Шнеерзон, взяв мхатовскую паузу и слегка добавив патетики в ожившую речь, легкомысленно закартавил:
- Бедная, бедная моя мамочка! Нестарая еще женщина – жена пгостого сельского тгуженика. Последние кгохи с небогатого стола отдавала эта святая женщина своему неоперившемуся птенцу.
- Какому птенцу? – промакнул набежавшую слезу Убогий.
- Вам! Неоперившийся птенец - это метафога! Птенец выгастает и пгевгащается в пгекгасного лебедя! Пагдон, огла!
- Ты, Шнеерзон, не волнуйся и картавить перестань, я этого не люблю…
- Хорошо, не буду, Сергей Павлович.
«…наша простая дружная сельская семья находила в себе силы содержать на небогатом подворье мелкую живность в виде двух свиней и крупнорогатый скот в виде коровы Марии, дающей нам ежедневную порцию диетического молока».

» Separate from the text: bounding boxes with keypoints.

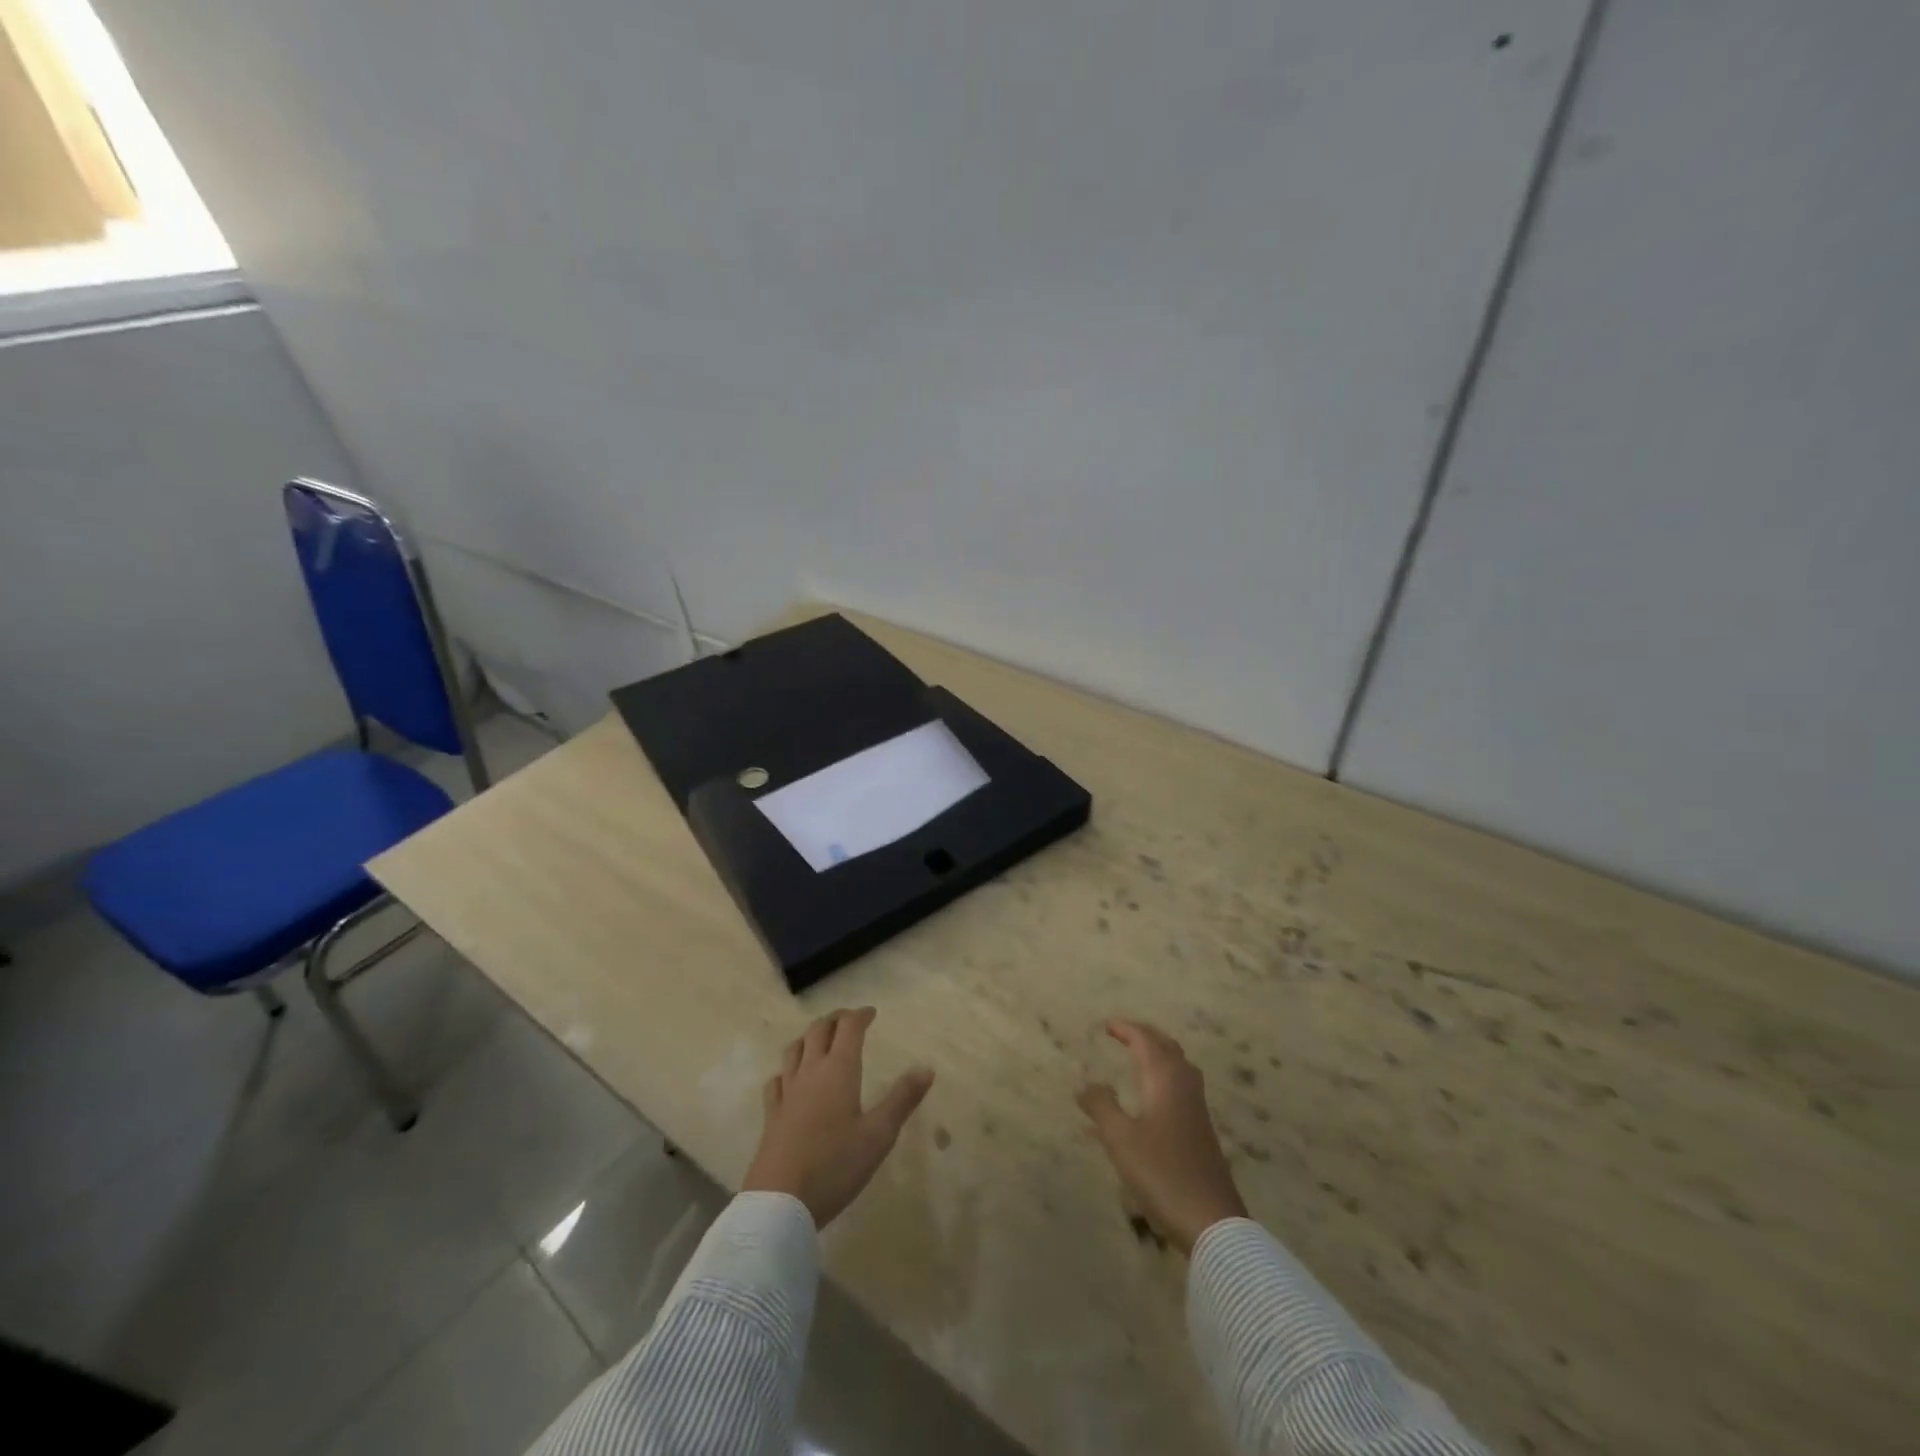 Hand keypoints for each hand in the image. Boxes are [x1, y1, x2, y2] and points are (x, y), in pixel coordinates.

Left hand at [742, 1007, 934, 1229]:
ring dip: (809, 1037)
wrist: (780, 1202)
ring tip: (820, 1040)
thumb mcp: (879, 1135)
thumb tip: (926, 1068)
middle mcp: (810, 1072)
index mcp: (839, 1070)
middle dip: (835, 1019)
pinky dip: (787, 1070)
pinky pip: (776, 1080)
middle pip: (819, 1030)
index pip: (848, 1028)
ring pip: (794, 1049)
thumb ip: (902, 1099)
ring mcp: (787, 1092)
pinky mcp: (771, 1115)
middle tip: (849, 1020)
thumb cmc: (835, 1165)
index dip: (860, 1016)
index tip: (871, 1013)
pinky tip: (789, 1079)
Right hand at [1078, 1019, 1247, 1254]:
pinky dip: (1166, 1076)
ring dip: (1160, 1054)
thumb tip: (1085, 1082)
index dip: (1127, 1029)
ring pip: (1180, 1067)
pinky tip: (1155, 1096)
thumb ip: (1101, 1106)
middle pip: (1167, 1048)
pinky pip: (1183, 1086)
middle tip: (1124, 1033)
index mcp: (1165, 1080)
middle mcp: (1185, 1087)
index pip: (1146, 1042)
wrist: (1212, 1222)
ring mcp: (1198, 1110)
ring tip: (1140, 1056)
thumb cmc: (1162, 1173)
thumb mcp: (1120, 1140)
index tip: (1107, 1025)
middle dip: (1146, 1036)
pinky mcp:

- Шнеерзон, ты свинью когда-нибудь видел?
- Ну… теоретически…
- Кореша своего жирного, Кацмана, из отдела логистики помножь надвое - это будет свинья! Х*ясе мелкая живность… исправь…
- Будет сделано! Так я продолжу?
«Летели годы нелегких трудовых будней. В редкие пейзанские праздники моя семья радовала меня скромными сувенирами в виде денежных знаков. Огромное нечеловеческое счастье посещало в такие моменты светлую душу Сережи Убогого, я гладил свою чернявую собачку Жу-жу и мечтал, мечтал… о том, как в дальнейшем сложится судьба простого деревенского паренька, как он заматереет и возьмет эту сложную жизнь в свои натруженные руки, жизнь, в которой дружба и талант творят чудеса, распиливают совместные невзгоды, превращая опыт в полновесное житейское золото!»

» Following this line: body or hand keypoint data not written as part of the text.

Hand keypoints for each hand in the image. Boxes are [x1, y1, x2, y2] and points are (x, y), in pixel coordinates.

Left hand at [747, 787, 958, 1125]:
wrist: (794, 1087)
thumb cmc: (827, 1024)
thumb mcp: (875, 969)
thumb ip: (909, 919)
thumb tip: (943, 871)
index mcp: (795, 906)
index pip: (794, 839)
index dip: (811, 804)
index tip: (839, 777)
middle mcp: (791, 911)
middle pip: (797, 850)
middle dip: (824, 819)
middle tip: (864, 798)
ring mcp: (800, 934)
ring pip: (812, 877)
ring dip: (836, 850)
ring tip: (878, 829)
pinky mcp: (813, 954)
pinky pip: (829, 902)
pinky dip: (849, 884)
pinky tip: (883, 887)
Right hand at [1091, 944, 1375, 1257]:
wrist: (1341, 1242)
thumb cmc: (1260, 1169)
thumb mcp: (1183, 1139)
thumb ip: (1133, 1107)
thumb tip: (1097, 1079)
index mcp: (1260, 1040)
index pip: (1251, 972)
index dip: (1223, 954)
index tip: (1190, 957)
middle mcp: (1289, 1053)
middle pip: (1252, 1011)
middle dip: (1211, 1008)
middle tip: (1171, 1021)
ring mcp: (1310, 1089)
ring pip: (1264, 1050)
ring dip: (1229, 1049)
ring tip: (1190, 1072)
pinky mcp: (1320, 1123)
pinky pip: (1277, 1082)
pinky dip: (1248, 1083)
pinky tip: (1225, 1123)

- Да… бл*… я всегда подозревал, что могу! Вишь, подправил чуток, стиль… И них*я не понятно, но красиво… Придешь завтра, вторую главу запи*дячим… А? Шнеерзон?
…
А Борис Аркадьич, прислонившись к дверному косяку, спал, чмокая губами и подергиваясь: ему снился кошмар - вторая глава убогих мемуаров.